WikiTableSet

WikiTableSet is a largest publicly available image-based table recognition dataset in three languages built from Wikipedia. WikiTableSet contains nearly 4 million English table images, 590K Japanese table images, 640k French table images with corresponding HTML representation, and cell bounding boxes. We build a Wikipedia table extractor WTabHTML and use this to extract tables (in HTML code format) from the 2022-03-01 dump of Wikipedia. In this study, we select Wikipedia tables from three representative languages, i.e., English, Japanese, and French; however, the dataset could be extended to around 300 languages with 17M tables using our table extractor.

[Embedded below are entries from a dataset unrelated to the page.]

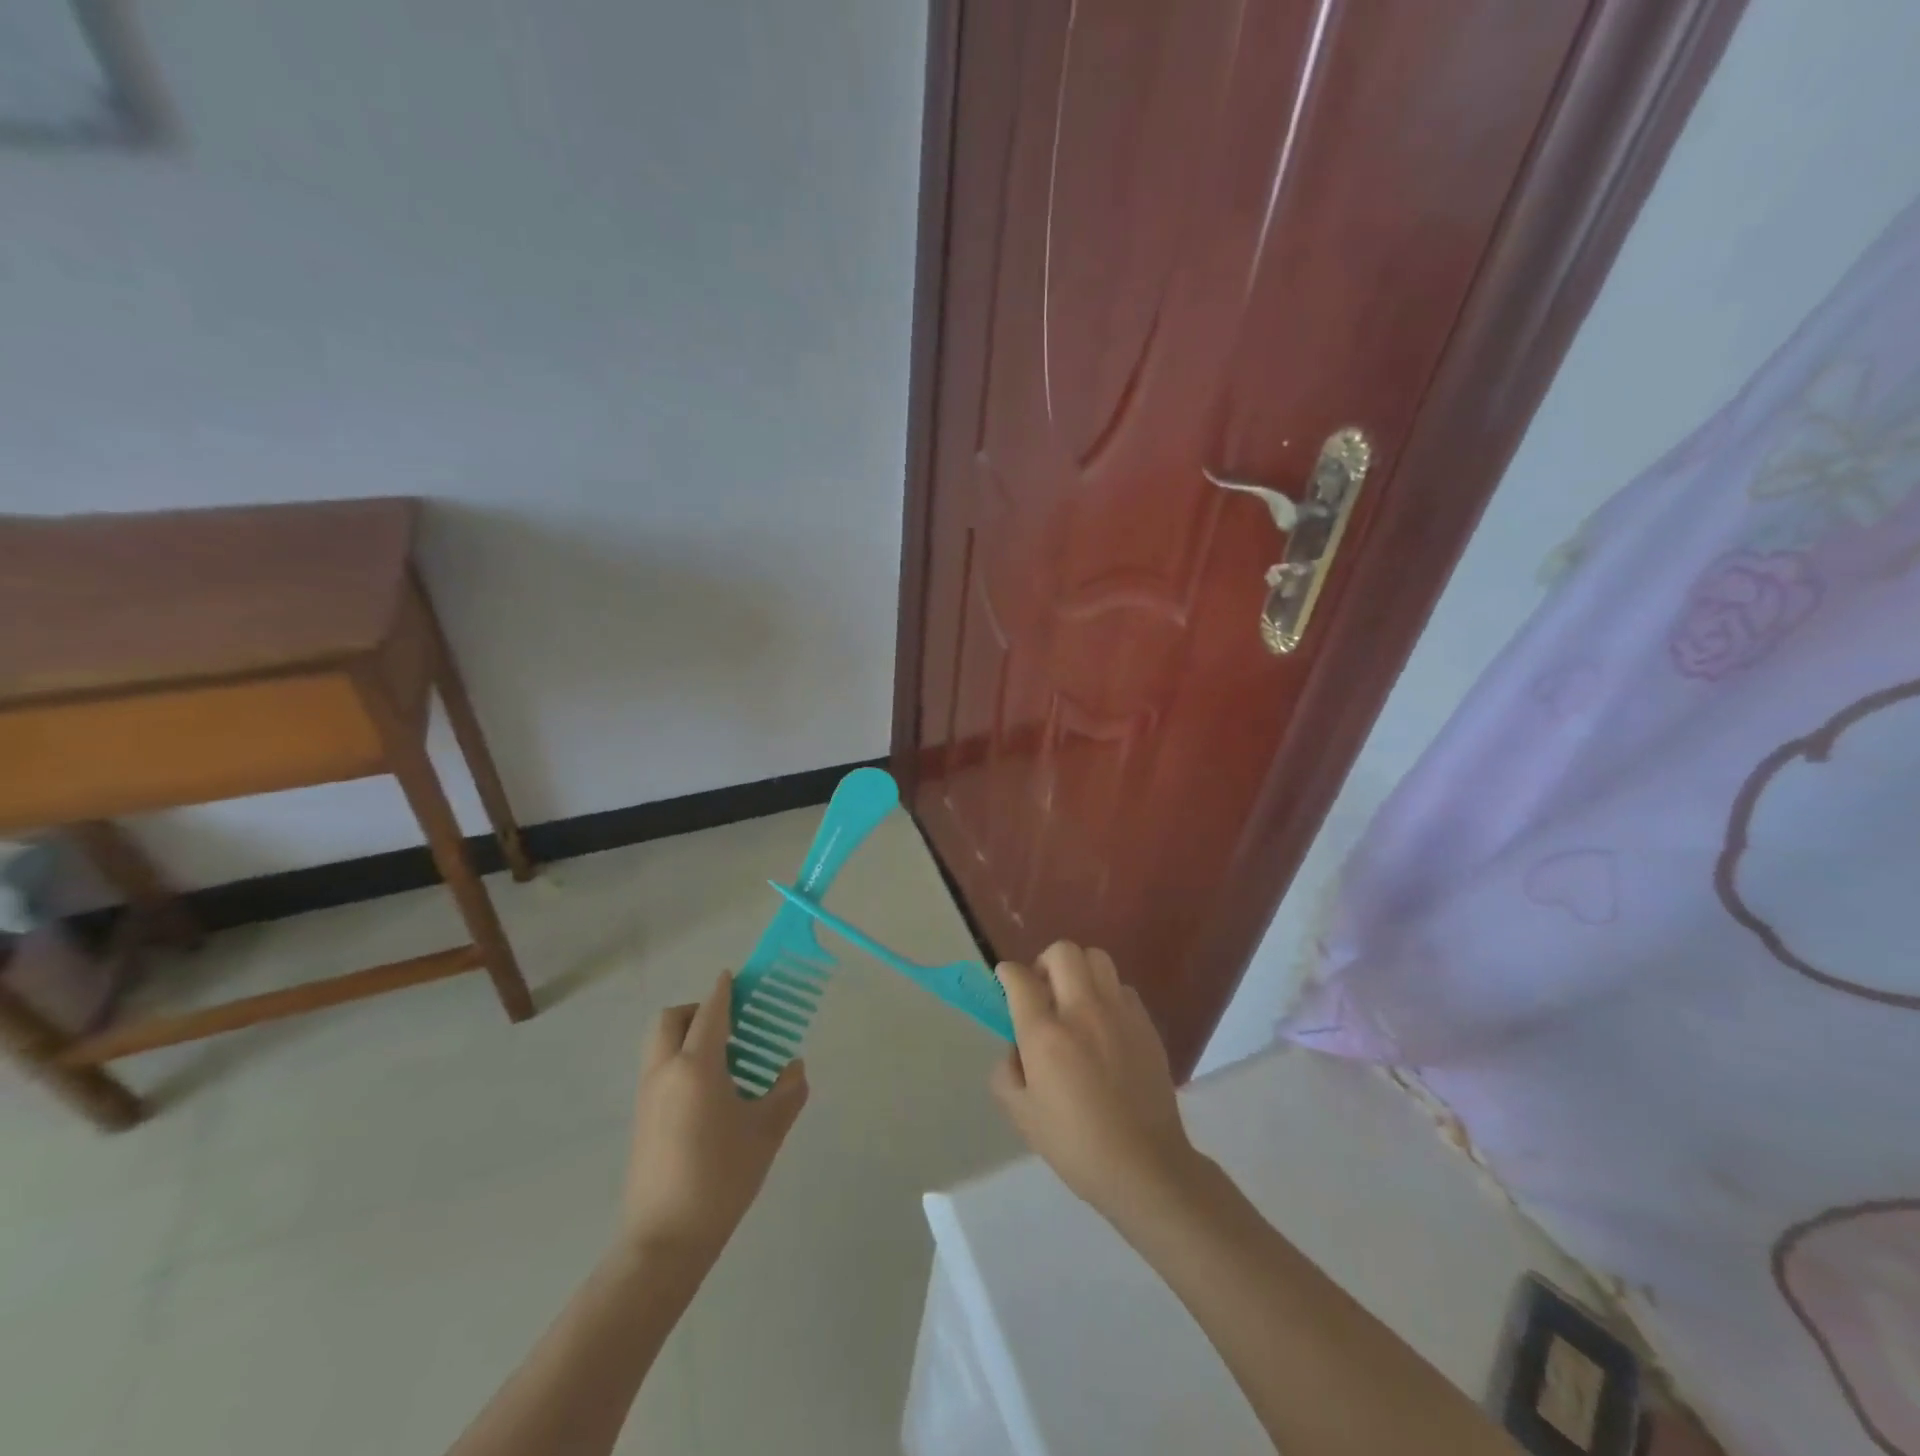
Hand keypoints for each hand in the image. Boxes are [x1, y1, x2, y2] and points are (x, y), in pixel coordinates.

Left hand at [619, 972, 808, 1268]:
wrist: (665, 1242)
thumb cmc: (721, 1177)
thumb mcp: (767, 1131)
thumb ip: (787, 1091)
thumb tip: (793, 1066)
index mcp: (696, 1066)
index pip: (711, 1012)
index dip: (725, 990)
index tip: (736, 976)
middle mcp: (666, 1071)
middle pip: (673, 1019)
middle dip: (699, 1010)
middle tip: (731, 1025)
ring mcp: (648, 1096)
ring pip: (661, 1044)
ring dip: (688, 1036)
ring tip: (725, 1060)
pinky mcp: (642, 1119)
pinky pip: (659, 1069)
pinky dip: (680, 1061)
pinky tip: (710, 1094)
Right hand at [991, 942, 1204, 1228]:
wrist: (1145, 1166)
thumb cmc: (1076, 1145)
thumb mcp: (1022, 1115)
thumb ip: (1007, 1072)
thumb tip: (1016, 1048)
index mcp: (1045, 1035)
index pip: (1019, 978)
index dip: (1006, 974)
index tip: (1005, 982)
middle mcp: (1082, 1011)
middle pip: (1062, 952)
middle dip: (1044, 962)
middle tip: (1042, 991)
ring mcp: (1119, 1013)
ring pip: (1096, 959)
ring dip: (1078, 971)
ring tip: (1074, 1000)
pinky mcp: (1146, 1024)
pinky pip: (1122, 988)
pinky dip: (1106, 994)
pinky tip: (1104, 1025)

Second, we normalize the HTML tables following the PubTabNet format (separating table headers and table data, removing CSS and style tags). Finally, we use Chrome and Selenium to render table images from table HTML codes. This dataset provides a standard benchmark for studying table recognition algorithms in different languages or even multilingual table recognition algorithms. You can click here for more details about this dataset.

Getting data

The Japanese part (WikiTableSet_JA) of the dataset can be downloaded in https://gofile.me/7tW9x/KMco8Gr0B.
The 750K English table images (WikiTableSet-EN750K) from the English part of WikiTableSet in https://gofile.me/7tW9x/KNLcSWpZB.
Password: WikiTableSet
The whole table images in the English part and the French part will be released soon.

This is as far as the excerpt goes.